Personal information
- Full name: Leonhard Seiderer
- Date of birth: 1 November 1895
- Place of birth: Nuremberg, Germany
- Date of death: 3 July 1940 (aged 45)
- Position(s): Forward

Senior career*
- Years: Team / Apps / (Gls)
- 1908–1917: 1. FC Nürnberg
- 1917–1928: SpVgg Fürth / 196 / (130)

International career
- 1920–1924: Germany / 8 / (5)

Managerial career
- 1929–1930: Germania Nürnberg
- 1930–1931: ASV Nürnberg
- 1931–1932: Germania Nürnberg
- 1932–1933: Wacker München
- 1933–1934: 1. FC Schweinfurt 05
- 1934–1936: SpVgg Fürth
- 1936–1939: VfB Stuttgart

= Leonhard Seiderer =

German footballer (1895–1940)

Leonhard "Lony" Seiderer (1 November 1895 – 3 July 1940) was a German football forward who played for 1. FC Nürnberg and SpVgg Fürth.

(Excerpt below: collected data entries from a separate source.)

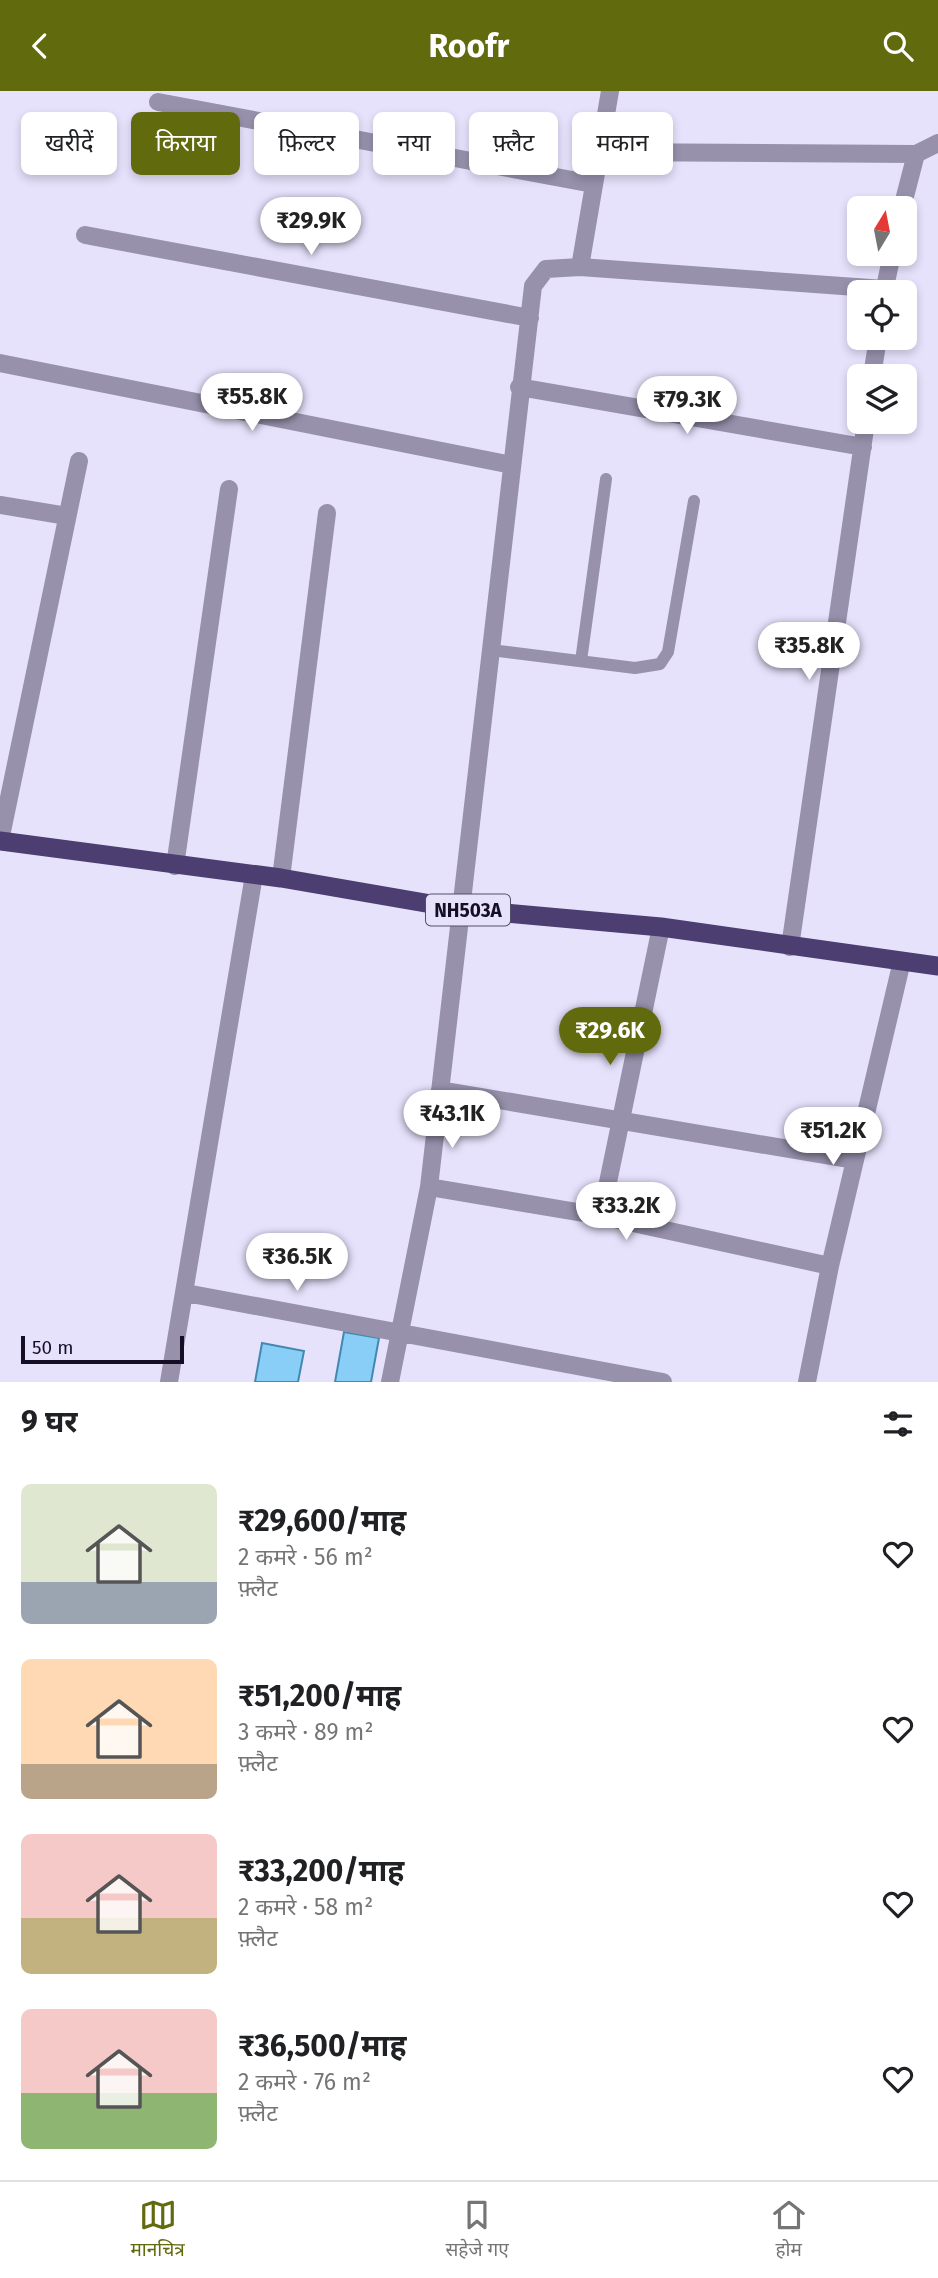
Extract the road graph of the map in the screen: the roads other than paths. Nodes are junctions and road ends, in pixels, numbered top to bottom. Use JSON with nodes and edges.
{"nodes":[{"id":1,"x":611,"y":91,"type":"edge"},
{"id":2,"x":158,"y":102,"type":"dead end"},
{"id":3,"x":607,"y":112,"type":"edge"},
{"id":4,"x":938,"y":143,"type":"edge"},
{"id":5,"x":673,"y":152,"type":"edge"},
{"id":6,"x":916,"y":154,"type":"junction"},
{"id":7,"x":595,"y":175,"type":"edge"},
{"id":8,"x":593,"y":184,"type":"junction"},
{"id":9,"x":905,"y":196,"type":"edge"},
{"id":10,"x":85,"y":235,"type":"dead end"},
{"id":11,"x":580,"y":267,"type":"junction"},
{"id":12,"x":847,"y":288,"type":"edge"},
{"id":13,"x":530,"y":318,"type":"junction"},
{"id":14,"x":0,"y":363,"type":"edge"},
{"id":15,"x":519,"y":387,"type":"junction"},
{"id":16,"x":865,"y":434,"type":"edge"},
{"id":17,"x":863,"y":447,"type":"junction"},
{"id":18,"x":79,"y":461,"type":"dead end"},
{"id":19,"x":512,"y":465,"type":"junction"},
{"id":20,"x":606,"y":479,"type":"dead end"},
{"id":21,"x":229,"y":489,"type":"dead end"},
{"id":22,"x":694,"y":501,"type":"dead end"},
{"id":23,"x":0,"y":505,"type":"edge"},
{"id":24,"x":327,"y":513,"type":"dead end"},
{"id":25,"x":67,"y":516,"type":"junction"},
{"id":26,"x":491,"y":650,"type":"junction"},
{"id":27,"x":581,"y":661,"type":"junction"},
{"id":28,"x":0,"y":841,"type":"edge"},
{"id":29,"x":175,"y":866,"type":"junction"},
{"id":30,"x":254,"y":875,"type":"junction"},
{"id":31,"x":281,"y":879,"type":"junction"},
{"id":32,"x":460,"y":909,"type":"junction"},
{"id":33,"x":661,"y":927,"type":"junction"},
{"id":34,"x":790,"y":947,"type":"junction"},
{"id":35,"x":902,"y":961,"type":"junction"},
{"id":36,"x":938,"y":965,"type":"edge"},
{"id":37,"x":440,"y":1090,"type":"junction"},
{"id":38,"x":619,"y":1119,"type":"junction"},
{"id":39,"x":854,"y":1160,"type":"junction"},
{"id":40,"x":429,"y":1187,"type":"junction"},
{"id":41,"x":601,"y":1216,"type":"junction"},
{"id":42,"x":830,"y":1266,"type":"junction"},
{"id":43,"x":186,"y":1293,"type":"junction"},
{"id":44,"x":401,"y":1332,"type":"junction"},
{"id":45,"x":169,"y":1382,"type":"edge"},
{"id":46,"x":390,"y":1382,"type":"edge"},
{"id":47,"x":663,"y":1382,"type":"edge"},
{"id":48,"x":807,"y":1382,"type":"edge"}],
"edges":[{"from":1,"to":3,"type":"street"},
{"from":2,"to":8,"type":"street"},
{"from":4,"to":6,"type":"street"},
{"from":5,"to":6,"type":"street"},
{"from":6,"to":9,"type":"street"},
{"from":7,"to":8,"type":"street"},
{"from":8,"to":11,"type":"street"},
{"from":10,"to":13,"type":"street"},
{"from":11,"to":12,"type":"street"},
{"from":11,"to":13,"type":"street"},
{"from":13,"to":15,"type":"street"},
{"from":14,"to":19,"type":"street"},
{"from":15,"to":17,"type":"street"},
{"from":15,"to":19,"type":"street"},
{"from":16,"to":17,"type":"street"},
{"from":17,"to":34,"type":"street"},
{"from":18,"to":25,"type":"street"},
{"from":19,"to":26,"type":"street"},
{"from":20,"to":27,"type":"lane"},
{"from":21,"to":29,"type":"street"},
{"from":22,"to":27,"type":"lane"},
{"from":23,"to":25,"type":"street"},
{"from":24,"to":31,"type":"street"},
{"from":25,"to":28,"type":"street"},
{"from":26,"to":27,"type":"lane"},
{"from":26,"to":32,"type":"street"},
{"from":28,"to":29,"type":"highway","number":"NH503A"},
{"from":29,"to":30,"type":"highway","number":"NH503A"},
{"from":30,"to":31,"type":"highway","number":"NH503A"},
{"from":30,"to":43,"type":"street"},
{"from":31,"to":32,"type":"highway","number":"NH503A"},
{"from":32,"to":33,"type":"highway","number":"NH503A"},
{"from":32,"to":37,"type":"street"},
{"from":33,"to":34,"type":"highway","number":"NH503A"},
{"from":33,"to":38,"type":"street"},
{"from":34,"to":35,"type":"highway","number":"NH503A"},
{"from":35,"to":36,"type":"highway","number":"NH503A"},
{"from":35,"to":39,"type":"street"},
{"from":37,"to":38,"type":"street"},
{"from":37,"to":40,"type":"street"},
{"from":38,"to":39,"type":"street"},
{"from":38,"to":41,"type":"street"},
{"from":39,"to":42,"type":"street"},
{"from":40,"to":41,"type":"street"},
{"from":40,"to":44,"type":"street"},
{"from":41,"to":42,"type":"street"},
{"from":42,"to":48,"type":"street"},
{"from":43,"to":44,"type":"street"},
{"from":43,"to":45,"type":"street"},
{"from":44,"to":46,"type":"street"},
{"from":44,"to":47,"type":"street"}]}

Seiderer started his career with Nürnberg before joining Fürth in 1917. He played 196 league games for the club, scoring 130 goals, and won the German football championship in 1926. He also represented the Germany national team, winning eight caps and scoring five goals between 1920 and 1924.

He later coached Germania Nürnberg, ASV Nürnberg, Wacker München, 1. FC Schweinfurt 05, SpVgg Fürth and VfB Stuttgart.